→ **Problem description**: Look through the records below and copy each line that includes the word "edges".

[[ Dataset content open ]]

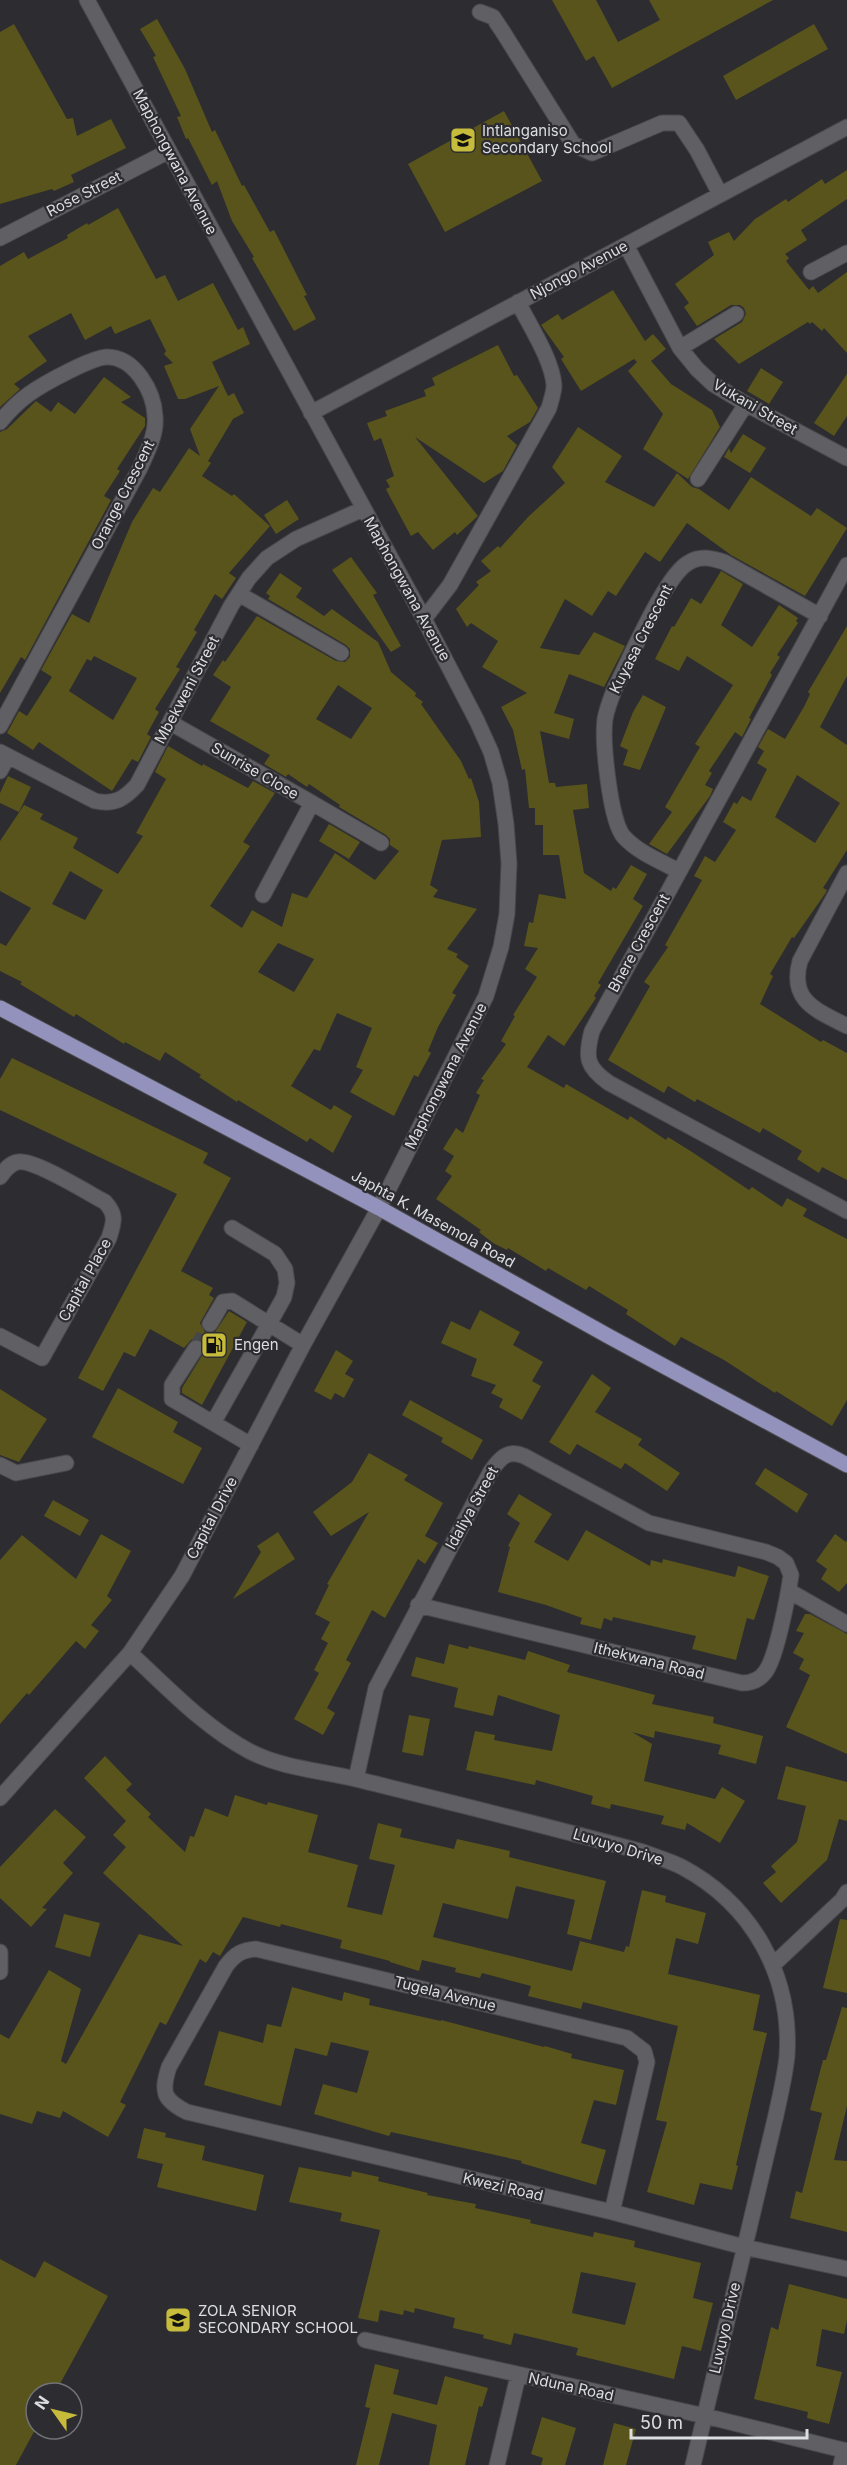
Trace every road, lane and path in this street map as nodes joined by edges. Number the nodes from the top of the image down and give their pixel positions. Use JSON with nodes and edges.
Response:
{"nodes":[{"id":1,"x":87,"y":0,"type":"edge"},
{"id":2,"x":480,"y":12,"type":"dead end"},
{"id":3,"x":847,"y":127,"type":"edge"},
{"id":4,"x":169,"y":151,"type":"junction"},
{"id":5,"x":720,"y":194,"type":"junction"},
{"id":6,"x":0,"y":237,"type":"edge"},
{"id":7,"x":626,"y":245,"type":"junction"},
{"id":8,"x":847,"y":253,"type":"edge"},
{"id":9,"x":811,"y":272,"type":"dead end"},
{"id":10,"x":518,"y":302,"type":"junction"},
{"id":11,"x":736,"y":314,"type":"dead end"},
{"id":12,"x":680,"y":348,"type":"junction"},
{"id":13,"x":746,"y":404,"type":"junction"},
{"id":14,"x":311,"y":413,"type":"junction"},
{"id":15,"x":0,"y":422,"type":"edge"},
{"id":16,"x":847,"y":458,"type":"edge"},
{"id":17,"x":698,"y":478,"type":"dead end"},
{"id":18,"x":363,"y":508,"type":"junction"},
{"id":19,"x":847,"y":565,"type":"edge"},
{"id":20,"x":239,"y":594,"type":"junction"},
{"id":21,"x":820,"y":616,"type":"junction"},
{"id":22,"x":424,"y":619,"type":"junction"},
{"id":23,"x":341,"y":653,"type":"dead end"},
{"id":24,"x":171,"y":723,"type":"junction"},
{"id":25,"x":0,"y":726,"type":"edge"},
{"id":26,"x":4,"y":754,"type":"edge"},
{"id":27,"x":0,"y":771,"type":"edge"},
{"id":28,"x":312,"y":804,"type":"junction"},
{"id":29,"x":381,"y":843,"type":"dead end"},
{"id":30,"x":679,"y":871,"type":"junction"},
{"id":31,"x":847,"y":873,"type":"edge"},
{"id":32,"x":263,"y":895,"type":"dead end"},
{"id":33,"x":0,"y":1008,"type":"edge"},
{"id":34,"x":847,"y":1026,"type":"edge"},
{"id":35,"x":0,"y":1177,"type":"edge"},
{"id":36,"x":379,"y":1208,"type":"junction"},
{"id":37,"x":847,"y":1211,"type":"edge"},
{"id":38,"x":232,"y":1228,"type":"dead end"},
{"id":39,"x":210,"y":1324,"type":"tunnel mouth"},
{"id":40,"x":269,"y":1324,"type":"junction"},
{"id":41,"x":0,"y":1336,"type":"edge"},
{"id":42,"x":303,"y":1345,"type":"junction"},
{"id":43,"x":196,"y":1348,"type":"tunnel mouth"},
{"id":44,"x":213,"y":1423,"type":"junction"},
{"id":45,"x":251,"y":1444,"type":"junction"},
{"id":46,"x":66,"y":1463,"type":"dead end"},
{"id":47,"x":847,"y":1465,"type":"edge"},
{"id":48,"x":0,"y":1466,"type":"edge"},
{"id":49,"x":786,"y":1563,"type":"joint"},
{"id":50,"x":789,"y":1591,"type":"junction"},
{"id":51,"x":418,"y":1605,"type":"junction"},
{"id":52,"x":847,"y":1624,"type":"edge"},
{"id":53,"x":130,"y":1653,"type":"junction"},
{"id":54,"x":356,"y":1779,"type":"junction"},
{"id":55,"x":0,"y":1798,"type":"edge"},
{"id":56,"x":845,"y":1898,"type":"edge"},
{"id":57,"x":0,"y":1952,"type":"edge"},
{"id":58,"x":774,"y":1964,"type":"junction"},
{"id":59,"x":0,"y":1972,"type":"edge"},
{"id":60,"x":165,"y":2095,"type":"joint"},
{"id":61,"x":612,"y":2212,"type":"junction"},
{"id":62,"x":744,"y":2247,"type":"junction"},
{"id":63,"x":847,"y":2269,"type":"edge"},
{"id":64,"x":365,"y":2340,"type":"dead end"},
{"id":65,"x":518,"y":2376,"type":"junction"},
{"id":66,"x":705,"y":2416,"type":"junction"},
{"id":67,"x":844,"y":2455,"type":"edge"},
{"id":68,"x":497,"y":2465,"type":"edge"},
{"id":69,"x":693,"y":2465,"type":"edge"}],
"edges":[{"from":1,"to":4,"type":"street","name":"Maphongwana Avenue"},
{"from":2,"to":5,"type":"street"},
{"from":3,"to":5,"type":"street","name":"Njongo Avenue"},
{"from":4,"to":6,"type":"street","name":"Rose Street"},
{"from":4,"to":14,"type":"street","name":"Maphongwana Avenue"},
{"from":5,"to":7,"type":"street","name":"Njongo Avenue"},
{"from":7,"to":10,"type":"street","name":"Njongo Avenue"},
{"from":7,"to":12,"type":"street","name":"Vukani Street"},
{"from":8,"to":9,"type":"street"},
{"from":10,"to":14,"type":"street","name":"Njongo Avenue"},
{"from":10,"to":22,"type":"street"},
{"from":11,"to":12,"type":"street"},
{"from":12,"to":13,"type":"street","name":"Vukani Street"},
{"from":13,"to":16,"type":"street","name":"Vukani Street"},
{"from":13,"to":17,"type":"street"},
{"from":14,"to":18,"type":"street","name":"Maphongwana Avenue"},
{"from":15,"to":25,"type":"street","name":"Orange Crescent"},
{"from":18,"to":20,"type":"street","name":"Mbekweni Street"},
{"from":18,"to":22,"type":"street","name":"Maphongwana Avenue"},
{"from":19,"to":21,"type":"street","name":"Bhere Crescent"},
{"from":20,"to":23,"type":"street"},
{"from":20,"to":24,"type":"street","name":"Mbekweni Street"},
{"from":21,"to":30,"type":"street","name":"Bhere Crescent"},
{"from":21,"to":30,"type":"street","name":"Kuyasa Crescent"},
{"from":22,"to":36,"type":"street","name":"Maphongwana Avenue"},
{"from":24,"to":26,"type":"street","name":"Mbekweni Street"},
{"from":24,"to":28,"type":"street","name":"Sunrise Close"},
{"from":26,"to":27,"type":"street"},
{"from":28,"to":29,"type":"street"},
{"from":28,"to":32,"type":"street","name":"Sunrise Close"},
{"from":30,"to":37,"type":"street","name":"Bhere Crescent"},
{"from":31,"to":34,"type":"street"},
{"from":33,"to":36,"type":"main road","name":"Japhta K. Masemola Road"},
{"from":35,"to":41,"type":"street","name":"Capital Place"},
{"from":36,"to":42,"type":"street","name":"Capital Drive"},
{"from":36,"to":47,"type":"main road","name":"Japhta K. Masemola Road"},
{"from":38,"to":40,"type":"street"},
{"from":39,"to":40,"type":"street"},
{"from":40,"to":42,"type":"street"},
{"from":40,"to":44,"type":"street"},
{"from":42,"to":45,"type":"street","name":"Capital Drive"},
{"from":43,"to":44,"type":"street"},
{"from":44,"to":45,"type":"street"},
{"from":45,"to":53,"type":"street","name":"Capital Drive"},
{"from":46,"to":48,"type":"street"},
{"from":49,"to":50,"type":"street","name":"Ithekwana Road"},
{"from":49,"to":51,"type":"street","name":"Idaliya Street"},
{"from":50,"to":51,"type":"street","name":"Ithekwana Road"},
{"from":50,"to":52,"type":"street"},
{"from":51,"to":54,"type":"street","name":"Idaliya Street"},
{"from":53,"to":54,"type":"street","name":"Luvuyo Drive"},
{"from":53,"to":55,"type":"street","name":"Capital Drive"},
{"from":54,"to":58,"type":"street","name":"Luvuyo Drive"},
{"from":56,"to":58,"type":"street"},
{"from":57,"to":59,"type":"street"},
{"from":58,"to":62,"type":"street","name":"Luvuyo Drive"},
{"from":60,"to":61,"type":"street","name":"Kwezi Road"},
{"from":60,"to":61,"type":"street","name":"Tugela Avenue"},
{"from":61,"to":62,"type":"street","name":"Kwezi Road"},
{"from":62,"to":63,"type":"street","name":"Kwezi Road"},
{"from":62,"to":66,"type":"street","name":"Luvuyo Drive"},
{"from":64,"to":65,"type":"street","name":"Nduna Road"},
{"from":65,"to":66,"type":"street","name":"Nduna Road"},
{"from":65,"to":68,"type":"street"},
{"from":66,"to":67,"type":"street","name":"Nduna Road"},
{"from":66,"to":69,"type":"street","name":"Luvuyo Drive"}]}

[[ Dataset content closed ]]

→ **Task response**:
Trace every road, lane and path in this street map as nodes joined by edges. Number the nodes from the top of the image down and give their pixel positions. Use JSON with nodes and edges.
"edges":[{"from":1,"to":4,"type":"street","name":"Maphongwana Avenue"},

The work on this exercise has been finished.